We had so many great entries that we decided to publish the runners-up, whose stories are also wonderful. Here they are, in no particular order. Please give these gifted young writers some love in the comments! -- Anne and Ellen
"At one point in this journey you’re gonna wish you had gone down the left path. What were you thinking?" said the nagging little voice in my head.
I had to admit, my voice of reason spoke the truth. It’s dark. It’s cold. I was lost, and I don’t know where my friends’ cottage is. There are seven of them and I was supposed to cook dinner for them, but I haven’t even seen daylight in two hours.
Getting home before supper was going to be virtually impossible. And in an enchanted forest, anything can happen. Fairies could kidnap me. Giants could beat me and take me to their cave.
There was a story in the Gazette a few days ago about a woman getting snatched by a couple of little dwarfs. Considering the fact that dwarfs are only three feet tall, the whole story just scared me.
I quickened my stride and ran blindly ahead, trying to catch a glimpse of something . . . anything . . . that looked familiar. Something that could guide me home.
It all started when I was walking down the path and met that old lady. She was all hunched over like she had some sort of back pain. She only had one eye and her single tooth sparkled in the moonlight. She winked at me and beckoned me closer with one crooked finger. Not thinking, I took a few steps forward and stopped a few yards away.
"What are you doing?" My voice of reason screeched, "Are you insane?"
Ignoring the voice for a moment; I summoned all of my strength and called out,
“What do you want?”
“You seem lost.” The old lady stated, smiling.
“No, not really.” I shrieked, trying to keep cool without success. “I was just trying to get home for dinner. My accomplices can’t cook. They’re waiting for me to get home.”
"Stupid! Why would you tell a complete stranger all of that?!"
“You make dinner? For how many people?”
“Just seven. It seems like a lot, but I’ve gotten used to it.”
“Your name is Snow White, isn’t it?”
My heart stopped. How did she know my name? I’ve said too much. I began to back away towards the pathway that would lead me away from this crazed old lady.
“Don’t go off now: I was just going to offer you a present.” From underneath her cloak, she pulled out a basket. Something red and shiny gleamed in the faint moonlight. I craned my neck to see what it was.

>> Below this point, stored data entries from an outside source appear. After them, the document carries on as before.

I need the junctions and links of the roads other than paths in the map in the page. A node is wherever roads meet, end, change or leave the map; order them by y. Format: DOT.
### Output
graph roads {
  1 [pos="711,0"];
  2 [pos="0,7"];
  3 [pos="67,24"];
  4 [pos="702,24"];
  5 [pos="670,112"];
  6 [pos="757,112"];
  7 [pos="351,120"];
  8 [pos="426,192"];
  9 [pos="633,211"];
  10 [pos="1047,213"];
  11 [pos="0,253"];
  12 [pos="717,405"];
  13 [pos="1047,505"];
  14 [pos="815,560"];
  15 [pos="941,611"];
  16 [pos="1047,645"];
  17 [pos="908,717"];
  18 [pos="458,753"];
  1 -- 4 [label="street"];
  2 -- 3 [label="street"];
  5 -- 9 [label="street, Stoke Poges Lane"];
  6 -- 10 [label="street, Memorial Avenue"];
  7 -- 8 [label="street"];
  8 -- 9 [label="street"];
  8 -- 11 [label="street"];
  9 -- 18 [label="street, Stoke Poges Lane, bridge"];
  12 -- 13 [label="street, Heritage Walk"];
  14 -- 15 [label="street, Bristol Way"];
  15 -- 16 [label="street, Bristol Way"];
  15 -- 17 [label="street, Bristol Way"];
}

“Aren’t you eager?” Her face broke into a toothy grin, “Don’t get too excited. They’re just apples. Plain and simple apples. Would you like to take these back to your friends? I have enough to share. I just picked them fresh off of the tree this morning.”
“All right . . . thanks.” I stepped forward and snatched the basket from her bony hands.
She smiled again and said in a throaty voice, “Have a nice journey.”
My blood pounded in my veins and my heart was doing a mile per minute.
“And, since you want to get home by dinner . . .” she trailed off, pointed to the pathway that led towards the right: “I would suggest taking this pathway instead off the left. Gets you home quicker so you can make a pie out of those apples for dinner.”
I nodded feverishly, and swallowed. The old lady smirked. She turned around without another word and disappeared into the dark shrubbery. I blinked once, then turned around and took the right path towards home.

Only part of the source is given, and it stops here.